When regime forces took control of the Al-Ghab Plain region in the Hama governorate in early 2020, most residents were displaced to opposition-held areas in northern Syria. Among the displaced were owners of local fisheries. Regime military officers are now investing in some of these abandoned fisheries for their personal benefit.
Most of the fisheries are located north of the town of Qalaat Al-Mudhiq in the eastern part of the Ghab region. They were fed by a special irrigation system made up of a network of wells and springs that drained into channels flowing into the Orontes River.

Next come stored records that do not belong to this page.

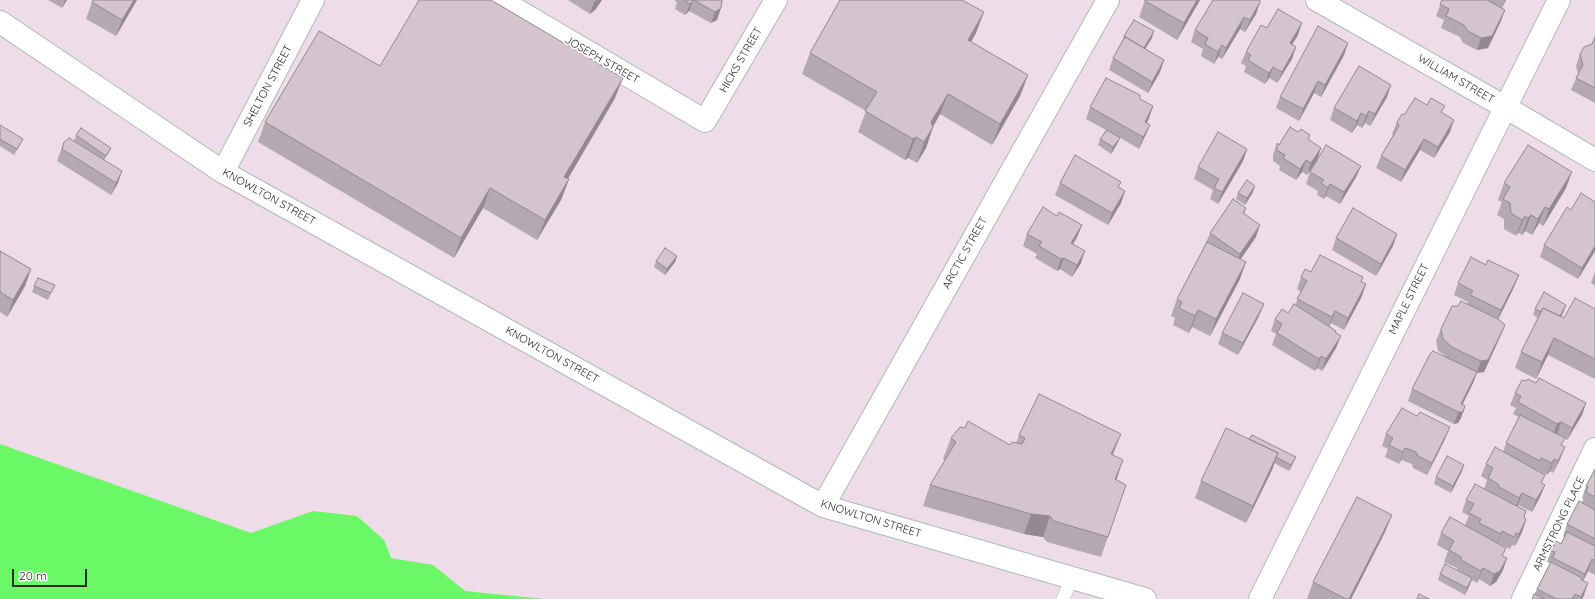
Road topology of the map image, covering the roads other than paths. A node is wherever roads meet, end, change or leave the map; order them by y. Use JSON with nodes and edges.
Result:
{"nodes":[{"id":1,"x":314,"y":0,"type":"edge"},
{"id":2,"x":500,"y":0,"type":"edge"},
{"id":3,"x":776,"y":0,"type":"edge"},
{"id":4,"x":1108,"y":0,"type":"edge"},
{"id":5,"x":1317,"y":0,"type":"edge"},
{"id":6,"x":1559,"y":0,"type":"edge"},
{"id":7,"x":0,"y":22,"type":"edge"},
{"id":8,"x":1505,"y":107,"type":"junction"},
{"id":9,"x":705,"y":121,"type":"joint"},
{"id":10,"x":1595,"y":160,"type":"edge"},
{"id":11,"x":223,"y":172,"type":"junction"},
{"id":12,"x":1595,"y":449,"type":"edge"},
{"id":13,"x":823,"y":506,"type":"junction"},
{"id":14,"x":1072,"y":578,"type":"junction"},
{"id":15,"x":1063,"y":599,"type":"edge"},
{"id":16,"x":1143,"y":599,"type":"edge"},
{"id":17,"x":1260,"y":599,"type":"edge"},
{"id":18,"x":1523,"y":599,"type":"edge"}],
"edges":[{"from":1,"to":11,"type":"main road","name":"SHELTON STREET"},
{"from":2,"to":9,"type":"main road","name":"JOSEPH STREET"},
{"from":3,"to":9,"type":"main road","name":"HICKS STREET"},
{"from":4,"to":13,"type":"main road","name":"ARCTIC STREET"},
{"from":5,"to":8,"type":"main road","name":"WILLIAM STREET"},
{"from":6,"to":8,"type":"main road","name":"MAPLE STREET"},
{"from":7,"to":11,"type":"main road","name":"KNOWLTON STREET"},
{"from":8,"to":10,"type":"main road","name":"WILLIAM STREET"},
{"from":8,"to":17,"type":"main road","name":"MAPLE STREET"},
{"from":11,"to":13,"type":"main road","name":"KNOWLTON STREET"},
{"from":12,"to":18,"type":"main road","name":"ARMSTRONG PLACE"},
{"from":13,"to":14,"type":"main road","name":"KNOWLTON STREET"},
{"from":14,"to":15,"type":"lane"},
{"from":14,"to":16,"type":"main road","name":"KNOWLTON STREET"}]}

According to official statements published by the semi-official newspaper Al-Watan in September 2021, the fisheries were also located in a number of other parts of the Hama governorate to the point that Hama boasted the highest rate of fish production in Syria before 2011. In 2011, there were 518 fisheries in the Ghab region alone (250 so-called “family” fisheries, 153 licensed fisheries and 115 unlicensed fisheries), occupying a total area of approximately 655 hectares. It is unclear what differentiates the licensed and unlicensed fisheries, other than their licensing status. Family fisheries, on the other hand, are small fish farms that feature multiple ponds ranging in size from one to five hectares, according to a local correspondent for The Syria Report. These fisheries are named as such because each piece of land on which they are built is owned by a single family.
According to The Syria Report’s correspondent in the area, regime military officers are now investing in some of the fisheries that were left behind, some of which are family fisheries in the towns of Al-Huweijeh and Al-Hamra. Officers invest in these fisheries with the cooperation of fish sellers in Hama city, in exchange for up to 50 percent of the profits, preferring ponds located near springs to avoid paying the costs of pumping water from wells.
Most fisheries remain abandoned and inoperational. Aside from the owners’ absence, many of the fisheries cannot function because their owners took their equipment with them as they fled the area. Equipment includes water pumps and machinery for preparing the fish food. The special irrigation system that had been designed to pump water into the ponds in sequential order is also now out of service.